ASCO 2022: CALYPSO: A Three-Arm Randomized Phase II Study of Durvalumab Alone or with Savolitinib or Tremelimumab in Previously Treated Advanced Clear Cell Renal Cancer

(UroToday.com) At the 2022 American Society of Clinical Oncology Annual Meeting held in Chicago and virtually, the oral abstract session focused on Kidney and Bladder cancers on Friday afternoon included a presentation from Dr. Thomas Powles describing results of the CALYPSO trial, a three-armed comparison of durvalumab either alone or in combination with either savolitinib or tremelimumab in patients with advanced renal cell carcinoma (RCC) who had progressed on prior systemic therapy.


There have been significant advances in the treatment of advanced RCC in the past five years, including the introduction of immune checkpoint inhibitor monotherapy in the second-line setting followed by immune checkpoint-based doublet therapies in first-line treatment. However, despite these new treatment approaches, few patients are cured, and novel treatment approaches are still needed. Potential treatment options include MET inhibition with savolitinib or CTLA-4 inhibition with tremelimumab. In CALYPSO (NCT02819596), the authors examined these treatment approaches as monotherapy or in combination with the PD-L1 inhibitor durvalumab.

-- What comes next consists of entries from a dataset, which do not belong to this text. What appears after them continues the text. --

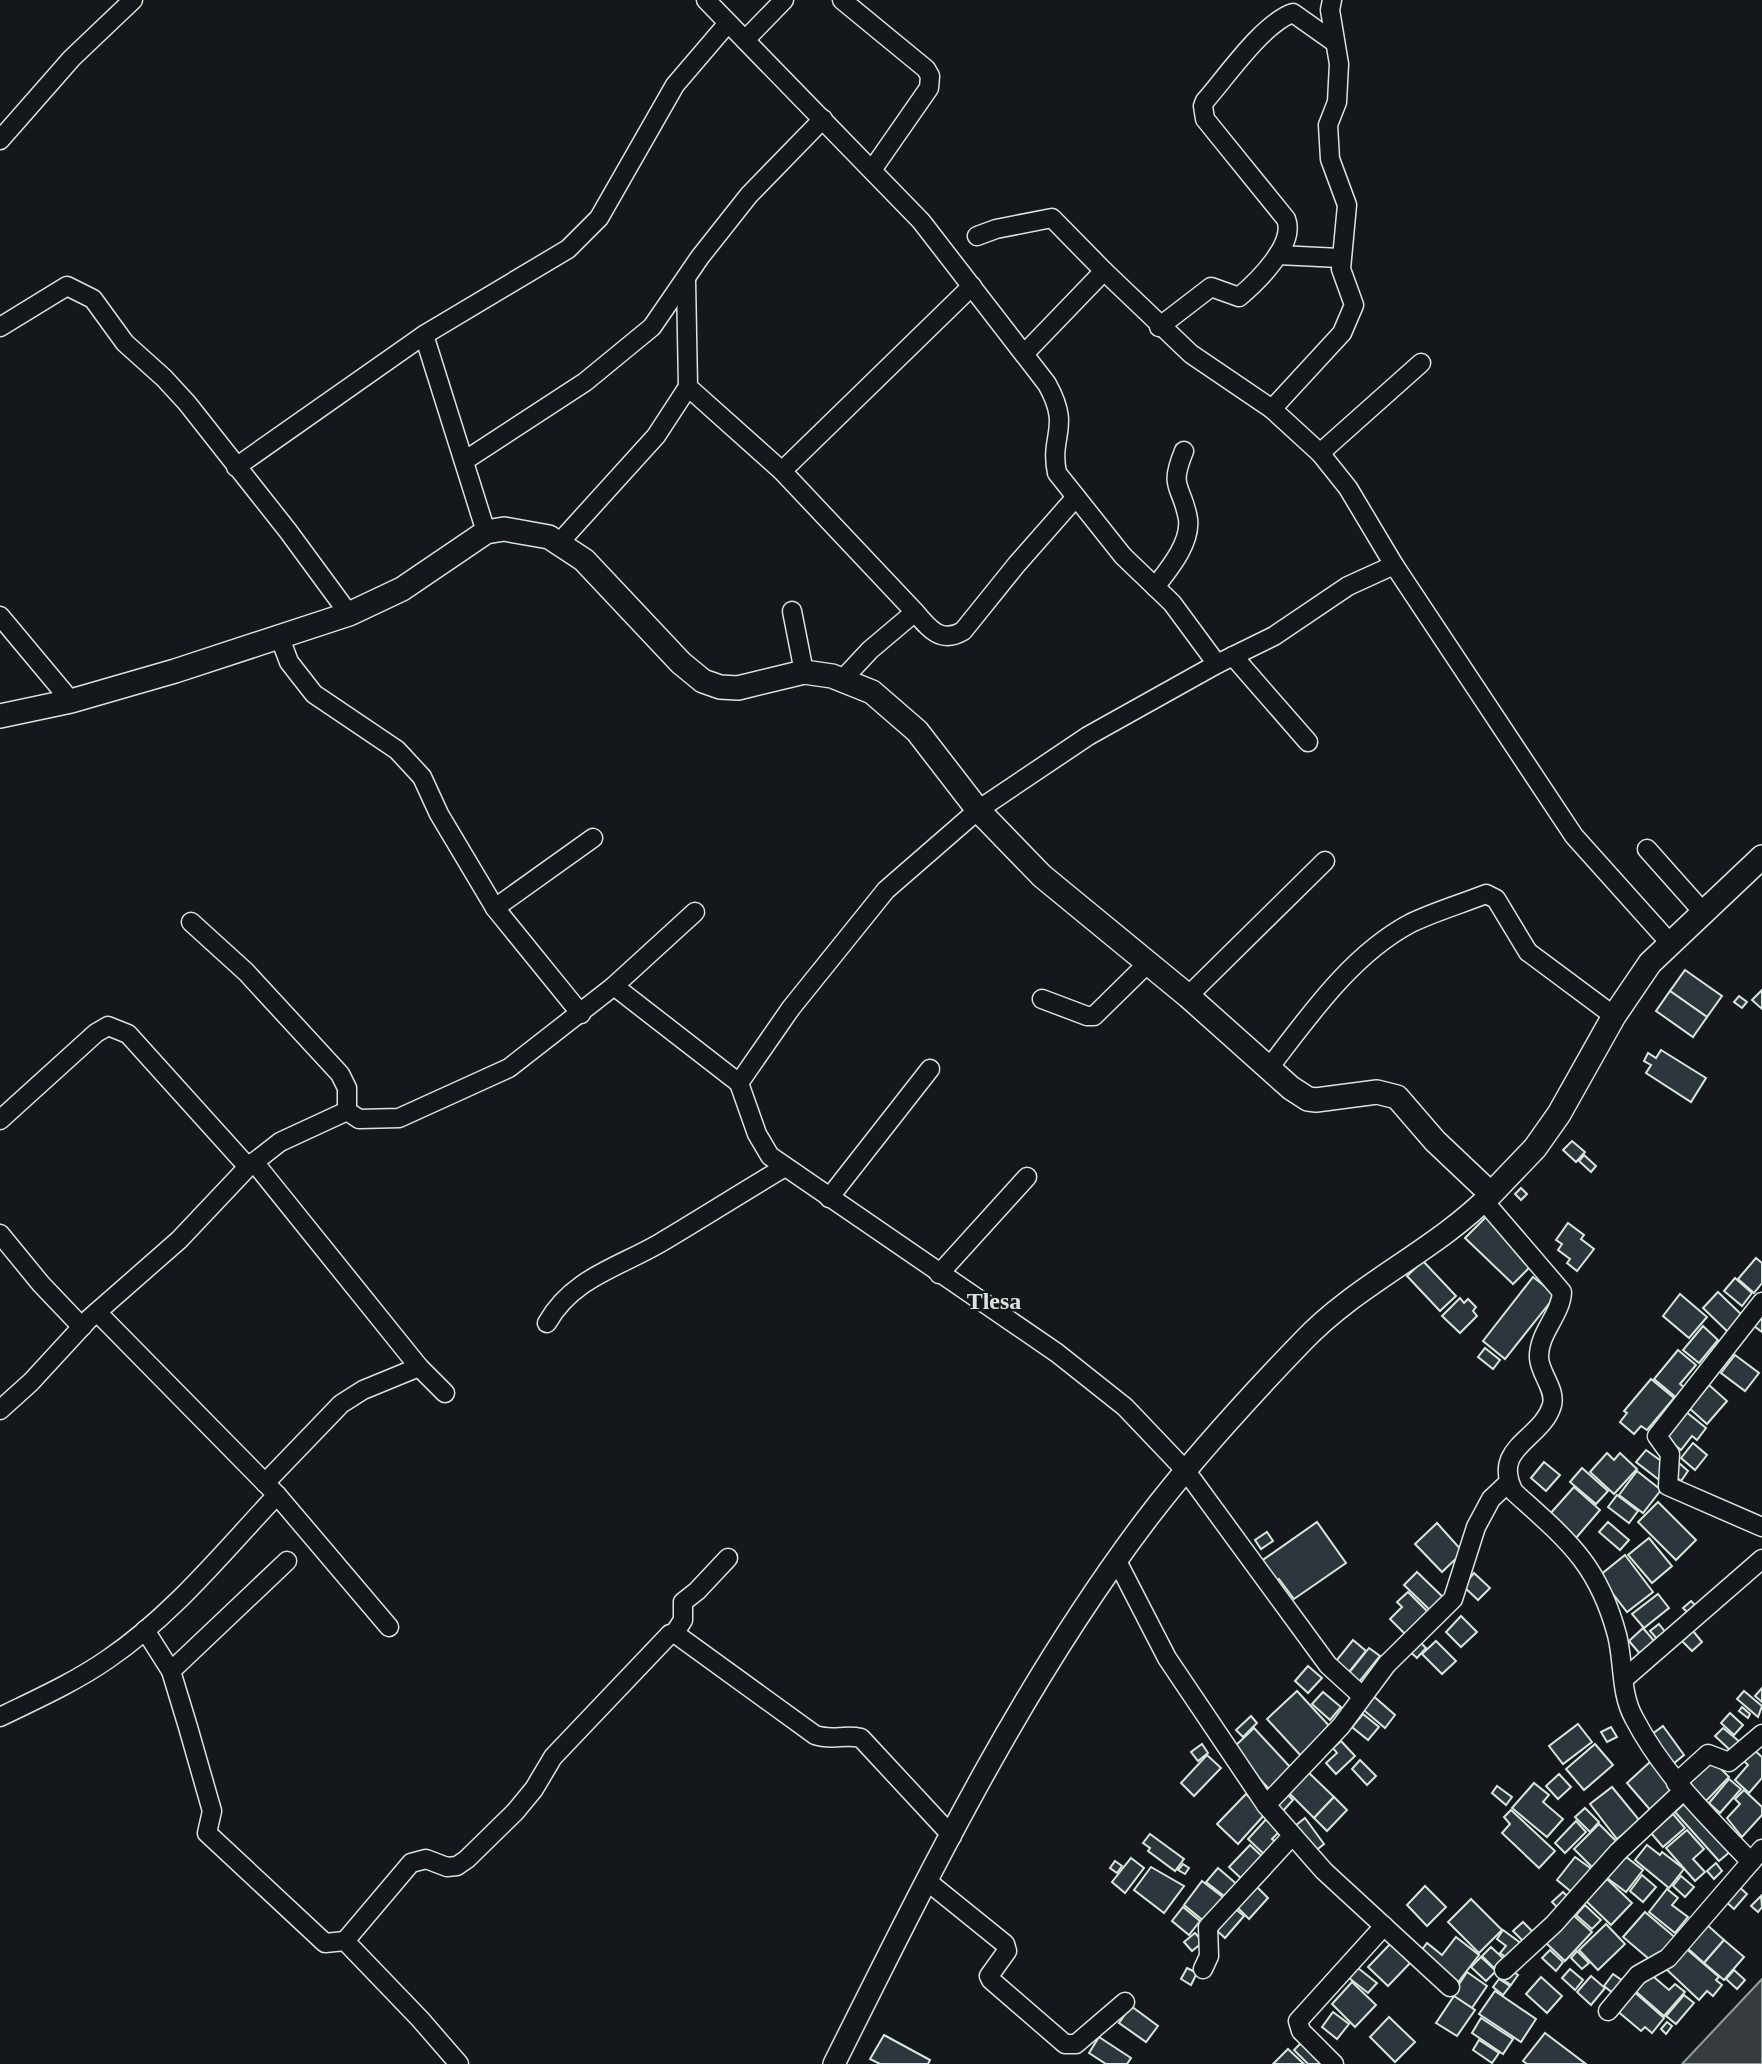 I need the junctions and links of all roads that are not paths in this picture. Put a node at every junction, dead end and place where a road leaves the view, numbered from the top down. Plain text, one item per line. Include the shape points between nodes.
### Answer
1 (133, 0) edge
2 (706, 0) edge
3 (784, 0) edge
4 (842, 0) edge
5 (1332, 0) edge
6 (728, 23) junction
7 (745, 40) junction
8 (1334, 42) junction
9 (823, 120) junction
10 (0, 140) edge
11 (872, 170) junction
12 (977, 236) dead end
13 (1278, 255) junction
14 (1340, 258) junction
15 (1104, 271) junction
16 (686, 280) junction
17 (972, 286) junction
18 (0, 327) edge
19 (1159, 327) junction
20 (424, 335) junction
21 (1024, 354) junction
22 (1421, 363) dead end
23 (688, 387) junction
24 (1272, 409) junction
25 (1184, 451) dead end
26 (1320, 453) junction
27 (464, 461) junction
28 (236, 467) junction
29 (782, 471) junction
30 (1076, 497) junction
31 (486, 532) junction
32 (559, 543) junction
33 (1394, 565) junction
34 (1156, 587) junction
35 (792, 611) dead end
36 (915, 612) junction
37 (349, 614) junction
38 (0, 616) edge
39 (280, 638) junction
40 (1225, 660) junction
41 (804, 672) junction
42 (843, 680) junction
43 (71, 701) junction
44 (0, 716) edge
45 (1308, 742) dead end
46 (978, 810) junction
47 (593, 838) dead end
48 (1647, 849) dead end
49 (1762, 858) edge
50 (1325, 861) dead end
51 (495, 908) junction
52 (695, 912) dead end
53 (1703, 912) junction
54 (191, 922) dead end
55 (1670, 943) junction
56 (1148, 963) junction
57 (614, 986) junction
58 (1188, 996) junction
59 (1042, 999) dead end
60 (581, 1014) junction
61 (1614, 1016) junction
62 (1269, 1068) junction
63 (930, 1069) dead end
64 (739, 1083) junction
65 (347, 1111) junction
66 (0, 1119) edge
67 (251, 1164) junction
68 (785, 1167) junction
69 (1027, 1177) dead end
70 (829, 1198) junction
71 (1488, 1198) junction
72 (0, 1234) edge
73 (939, 1274) junction
74 (1762, 1302) edge
75 (96, 1312) junction
76 (547, 1323) dead end
77 (82, 1327) junction
78 (419, 1367) junction
79 (444, 1393) dead end
80 (0, 1410) edge
81 (1186, 1471) junction
82 (1509, 1482) junction
83 (271, 1489) junction
84 (1762, 1527) edge
85 (728, 1558) dead end
86 (1762, 1559) edge
87 (287, 1561) dead end
88 (1118, 1561) junction
89 (389, 1627) dead end
90 (145, 1630) junction
91 (674, 1634) junction
92 (171, 1671) junction
93 (1624, 1679) junction
94 (1362, 1696) junction
95 (0, 1717) edge
96 (1762, 1734) edge
97 (1680, 1787) junction
98 (1266, 1805) junction
99 (952, 1836) junction
100 (1292, 1836) junction
101 (1757, 1855) edge
102 (927, 1881) junction
103 (1384, 1926) junction
104 (345, 1941) junction
105 (1203, 1969) dead end
106 (1504, 1970) dead end
107 (1450, 1987) dead end
108 (1125, 2002) dead end
109 (1608, 2011) dead end
110 (459, 2064) edge
111 (834, 2064) edge
112 (1334, 2064) edge

1 - 10 street via 63,68
2 - 6 street
3 - 7 street
4 - 11 street via 930,76 929,88
5 - 8 street
6 - 7 street
6 - 20 street via 675,85 599,218 568,249
7 - 9 street
8 - 13 street via 1293,13 1283,17 1203,106 1205,119 1286,219 1289,235
8 - 14 street via 1339,64 1337,102 1328,125 1330,159 1347,205
9 - 11 street
9 - 16 street via 750,195
11 - 17 street via 921,221
12 - 15 street via 1052,218
13 - 14 street
13 - 19 street via 1239,297 1211,287
14 - 24 street via 1353,313 1342,333
15 - 19 street
15 - 21 street
16 - 23 street
16 - 27 street via 652,327 585,382
17 - 21 street
17 - 29 street
18 - 28 street via 56,290 79,289 93,299 125,343 179,395
19 - 24 street
20 - 27 street
20 - 28 street
21 - 30 street via 1059,405 1057,473
22 - 26 street
23 - 29 street
23 - 32 street via 638,457
24 - 26 street
25 - 34 street via 1175,485 1188,521 1174,563
26 - 33 street via 1348,488
27 - 31 street
28 - 37 street
29 - 36 street
30 - 34 street via 1123,556
30 - 36 street via 963,631 942,637
31 - 32 main road via 504,528 526,531
31 - 37 main road via 402,589
32 - 41 main road via 584,560 681,663 704,681 738,688
33 - 40 street via 1336,592 1274,636
33 - 55 street via 1574,836
34 - 40 street
35 - 41 street
36 - 42 street
37 - 39 main road
38 - 43 street
39 - 43 main road
39 - 51 street via 289,662 314,694 397,750 422,777
40 - 45 street
40 - 46 street via 1088,736
41 - 42 main road
42 - 46 main road via 872,692 917,731
43 - 44 main road
46 - 56 main road via 1042,876
46 - 64 street via 886,890 791,1008
47 - 51 street
48 - 53 street
49 - 53 main road
50 - 58 street
51 - 60 street
52 - 57 street
53 - 55 main road
54 - 65 street via 246,972 340,1074 347,1088
55 - 61 main road via 1650,962
56 - 58 main road
56 - 59 street via 1094,1016
57 - 60 street
57 - 64 street
58 - 62 main road
60 - 65 street via 509,1068 399,1118 359,1119
61 - 62 street via 1528,952 1496,899 1486,894 1450,905 1383,940 1311,1013
61 - 71 main road via 1559,1114 1535,1148
62 - 71 main road via 1308,1100 1377,1091 1397,1097
63 - 70 street
64 - 68 street via 763,1148
65 - 67 street via 280,1142
66 - 67 street via 108,1026 128,1034
67 - 75 street via 179,1240
67 - 78 street
68 - 70 street
68 - 76 street via 582,1284 557,1305
69 - 73 street
70 - 73 street
71 - 81 street via 1305,1338
71 - 82 street via 1562,1292 1540,1344 1539,1359 1550,1387 1551,1406 1512,1454
72 - 77 street
73 - 81 street via 1096,1383
74 - 84 street via 1657,1436 1670,1454 1668,1486
75 - 77 street
75 - 83 street
77 - 80 street
78 - 79 street
78 - 83 street via 341,1404
81 - 88 street
81 - 94 street via 1328,1665
82 - 93 street via 1591,1567 1617,1635
82 - 94 street via 1492,1499 1476,1527 1453,1599 1387,1664
83 - 89 street
83 - 90 street via 198,1579
85 - 91 street via 683,1602 683,1620
86 - 93 street
87 - 92 street
88 - 98 street via 1167,1658
88 - 99 street via 1056,1651
90 - 92 street
90 - 95 street via 109,1659
91 - 99 street via 815,1735 828,1740 846,1735 861,1738
91 - 104 street via 667,1636 552,1757 534,1789 485,1843 457,1866 426,1859 411,1863
92 - 104 street via 212,1811 207,1833 325,1943
93 - 97 street via 1633,1718
94 - 98 street via 1341,1726
96 - 97 street via 1729,1762 1708,1754
97 - 101 street
97 - 106 street via 1554,1924
98 - 100 street
99 - 102 street
100 - 103 street
100 - 105 street via 1213,1919 1206,1936 1209,1956
101 - 109 street via 1668,1958 1638,1975
102 - 108 street via 1006,1944 1007,1951 990,1980 1065,2043 1076,2044
102 - 111 street
103 - 107 street
103 - 112 street via 1297,2021
104 - 110 street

To do so, they performed a multinational open-label randomised phase II study. They included patients with RCC, who had previously received VEGF targeted therapy but had not received immune checkpoint inhibitors or MET inhibitors.

Patients were randomized to one of four arms initially: durvalumab, savolitinib, durvalumab + tremelimumab or durvalumab + savolitinib. Due to a lack of efficacy, the savolitinib arm was closed early.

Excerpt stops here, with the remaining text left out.